— Task inputs —
══════
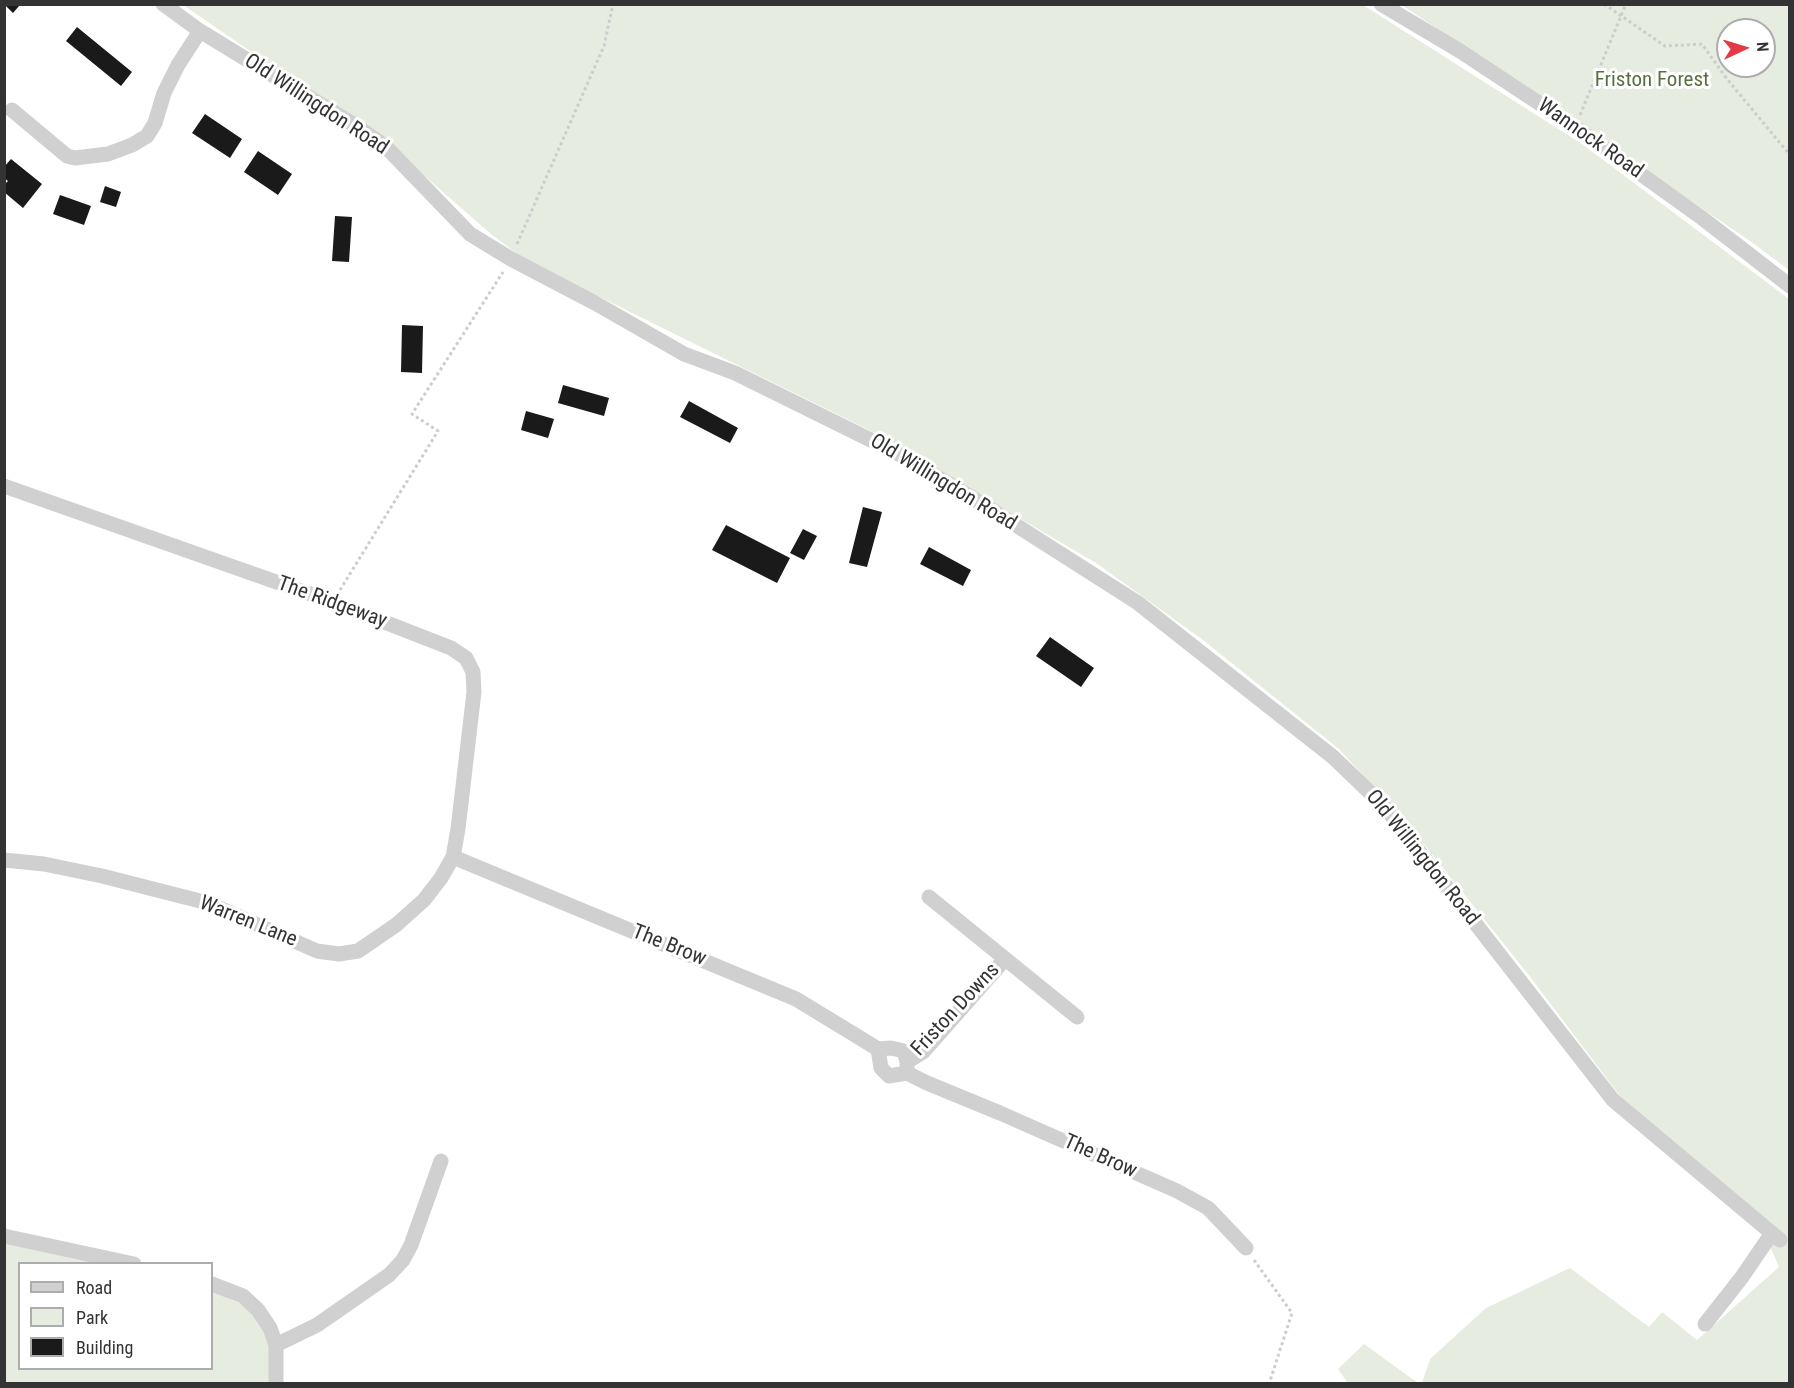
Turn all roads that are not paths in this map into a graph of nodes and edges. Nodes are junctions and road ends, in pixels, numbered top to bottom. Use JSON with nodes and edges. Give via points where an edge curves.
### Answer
══════
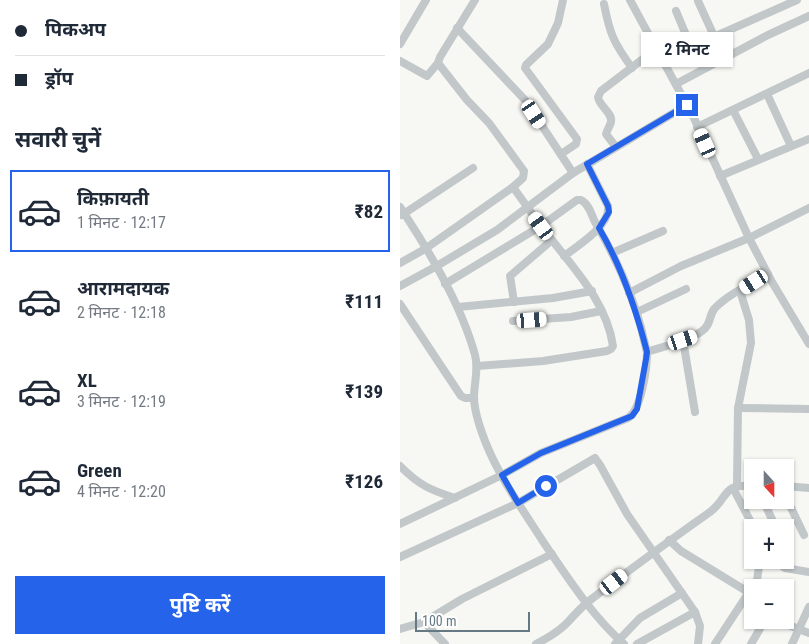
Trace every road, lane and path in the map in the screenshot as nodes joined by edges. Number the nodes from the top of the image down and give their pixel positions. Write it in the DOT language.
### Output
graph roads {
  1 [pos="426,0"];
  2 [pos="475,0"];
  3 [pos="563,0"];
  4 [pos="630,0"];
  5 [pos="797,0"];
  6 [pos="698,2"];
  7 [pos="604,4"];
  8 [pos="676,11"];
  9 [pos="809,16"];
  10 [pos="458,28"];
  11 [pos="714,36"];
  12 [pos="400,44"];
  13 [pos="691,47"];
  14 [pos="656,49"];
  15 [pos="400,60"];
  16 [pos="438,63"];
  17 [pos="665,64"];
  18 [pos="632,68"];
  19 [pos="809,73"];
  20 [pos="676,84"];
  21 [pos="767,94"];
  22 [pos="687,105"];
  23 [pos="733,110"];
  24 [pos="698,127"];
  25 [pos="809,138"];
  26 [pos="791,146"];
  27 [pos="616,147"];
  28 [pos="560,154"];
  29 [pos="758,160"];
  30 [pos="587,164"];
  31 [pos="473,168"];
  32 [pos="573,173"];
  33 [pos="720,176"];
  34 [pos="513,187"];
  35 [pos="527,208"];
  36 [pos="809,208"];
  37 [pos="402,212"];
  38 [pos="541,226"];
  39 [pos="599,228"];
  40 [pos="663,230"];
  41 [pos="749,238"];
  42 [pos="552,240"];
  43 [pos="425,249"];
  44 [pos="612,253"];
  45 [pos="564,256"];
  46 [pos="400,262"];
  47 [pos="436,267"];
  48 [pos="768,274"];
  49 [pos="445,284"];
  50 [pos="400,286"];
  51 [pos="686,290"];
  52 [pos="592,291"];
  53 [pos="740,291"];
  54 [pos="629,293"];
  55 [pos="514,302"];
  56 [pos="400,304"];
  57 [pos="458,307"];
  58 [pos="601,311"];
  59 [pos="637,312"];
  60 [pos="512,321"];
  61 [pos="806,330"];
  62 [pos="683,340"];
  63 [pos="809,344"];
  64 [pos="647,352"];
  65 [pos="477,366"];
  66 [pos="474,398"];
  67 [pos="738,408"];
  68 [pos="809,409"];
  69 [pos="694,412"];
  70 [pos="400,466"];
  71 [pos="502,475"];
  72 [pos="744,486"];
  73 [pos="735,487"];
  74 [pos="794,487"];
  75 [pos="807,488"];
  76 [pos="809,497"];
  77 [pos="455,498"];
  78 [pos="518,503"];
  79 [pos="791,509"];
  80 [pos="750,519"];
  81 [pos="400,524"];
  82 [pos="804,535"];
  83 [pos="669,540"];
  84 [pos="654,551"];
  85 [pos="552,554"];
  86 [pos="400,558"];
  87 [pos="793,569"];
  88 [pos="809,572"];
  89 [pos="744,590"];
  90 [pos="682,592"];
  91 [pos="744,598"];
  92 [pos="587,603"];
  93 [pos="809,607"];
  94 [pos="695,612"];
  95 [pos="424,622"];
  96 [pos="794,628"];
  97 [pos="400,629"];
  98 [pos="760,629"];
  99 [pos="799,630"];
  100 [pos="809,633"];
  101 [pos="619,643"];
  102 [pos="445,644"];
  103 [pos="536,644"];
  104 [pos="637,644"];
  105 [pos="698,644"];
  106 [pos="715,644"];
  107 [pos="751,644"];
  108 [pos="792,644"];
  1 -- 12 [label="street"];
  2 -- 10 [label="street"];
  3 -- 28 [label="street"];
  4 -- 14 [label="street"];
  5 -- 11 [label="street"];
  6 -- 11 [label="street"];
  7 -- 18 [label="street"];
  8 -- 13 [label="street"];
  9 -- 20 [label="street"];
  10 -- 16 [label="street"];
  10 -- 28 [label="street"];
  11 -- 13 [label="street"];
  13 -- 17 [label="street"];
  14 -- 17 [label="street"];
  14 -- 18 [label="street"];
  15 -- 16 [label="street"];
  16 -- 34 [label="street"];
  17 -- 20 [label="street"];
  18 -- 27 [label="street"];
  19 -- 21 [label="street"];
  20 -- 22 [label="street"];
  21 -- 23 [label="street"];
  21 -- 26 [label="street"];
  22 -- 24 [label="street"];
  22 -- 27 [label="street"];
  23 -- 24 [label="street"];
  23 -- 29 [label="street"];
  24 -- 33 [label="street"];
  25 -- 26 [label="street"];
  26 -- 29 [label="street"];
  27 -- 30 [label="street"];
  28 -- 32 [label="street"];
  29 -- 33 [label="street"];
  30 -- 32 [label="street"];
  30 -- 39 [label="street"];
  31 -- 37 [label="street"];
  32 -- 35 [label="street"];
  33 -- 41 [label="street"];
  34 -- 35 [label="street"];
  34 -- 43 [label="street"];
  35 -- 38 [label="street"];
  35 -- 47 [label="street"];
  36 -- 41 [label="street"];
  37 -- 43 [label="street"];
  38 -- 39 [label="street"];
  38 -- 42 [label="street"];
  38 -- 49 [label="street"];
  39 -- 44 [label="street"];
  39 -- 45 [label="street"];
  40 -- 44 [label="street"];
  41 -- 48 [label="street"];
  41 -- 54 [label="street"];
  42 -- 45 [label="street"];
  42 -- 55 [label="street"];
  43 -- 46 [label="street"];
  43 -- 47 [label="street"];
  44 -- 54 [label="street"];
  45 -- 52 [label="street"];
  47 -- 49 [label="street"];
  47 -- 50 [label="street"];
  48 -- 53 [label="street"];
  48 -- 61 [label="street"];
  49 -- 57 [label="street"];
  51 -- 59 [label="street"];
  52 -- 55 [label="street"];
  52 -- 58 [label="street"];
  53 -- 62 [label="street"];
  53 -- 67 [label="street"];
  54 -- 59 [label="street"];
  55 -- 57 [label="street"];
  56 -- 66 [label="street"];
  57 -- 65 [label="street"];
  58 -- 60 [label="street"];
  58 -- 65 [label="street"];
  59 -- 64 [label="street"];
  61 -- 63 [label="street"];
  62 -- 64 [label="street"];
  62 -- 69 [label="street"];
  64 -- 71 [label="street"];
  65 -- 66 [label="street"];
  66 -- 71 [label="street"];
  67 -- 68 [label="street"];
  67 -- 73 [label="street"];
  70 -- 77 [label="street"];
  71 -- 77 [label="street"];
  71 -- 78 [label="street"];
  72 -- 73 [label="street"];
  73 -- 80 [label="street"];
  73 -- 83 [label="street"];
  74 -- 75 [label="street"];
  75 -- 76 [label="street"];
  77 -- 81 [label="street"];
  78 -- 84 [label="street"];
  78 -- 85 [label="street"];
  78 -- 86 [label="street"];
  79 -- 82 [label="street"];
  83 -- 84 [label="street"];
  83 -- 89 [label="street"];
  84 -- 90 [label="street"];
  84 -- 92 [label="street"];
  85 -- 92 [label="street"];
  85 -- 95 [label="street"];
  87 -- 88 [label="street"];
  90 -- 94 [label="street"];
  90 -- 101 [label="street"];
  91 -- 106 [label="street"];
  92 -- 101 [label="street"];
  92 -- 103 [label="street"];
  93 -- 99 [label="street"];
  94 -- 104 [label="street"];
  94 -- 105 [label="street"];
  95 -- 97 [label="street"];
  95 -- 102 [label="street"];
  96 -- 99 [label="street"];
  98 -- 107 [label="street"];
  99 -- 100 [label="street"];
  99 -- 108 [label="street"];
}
══════
— Task description —
Extract, from the material above, each line holding the word "nodes".

— Exercise result —
Turn all roads that are not paths in this map into a graph of nodes and edges. Nodes are junctions and road ends, in pixels, numbered top to bottom. Use JSON with nodes and edges. Give via points where an edge curves.
Trace every road, lane and path in the map in the screenshot as nodes joined by edges. Number the nodes from the top of the image down and give their pixel positions. Write it in the DOT language.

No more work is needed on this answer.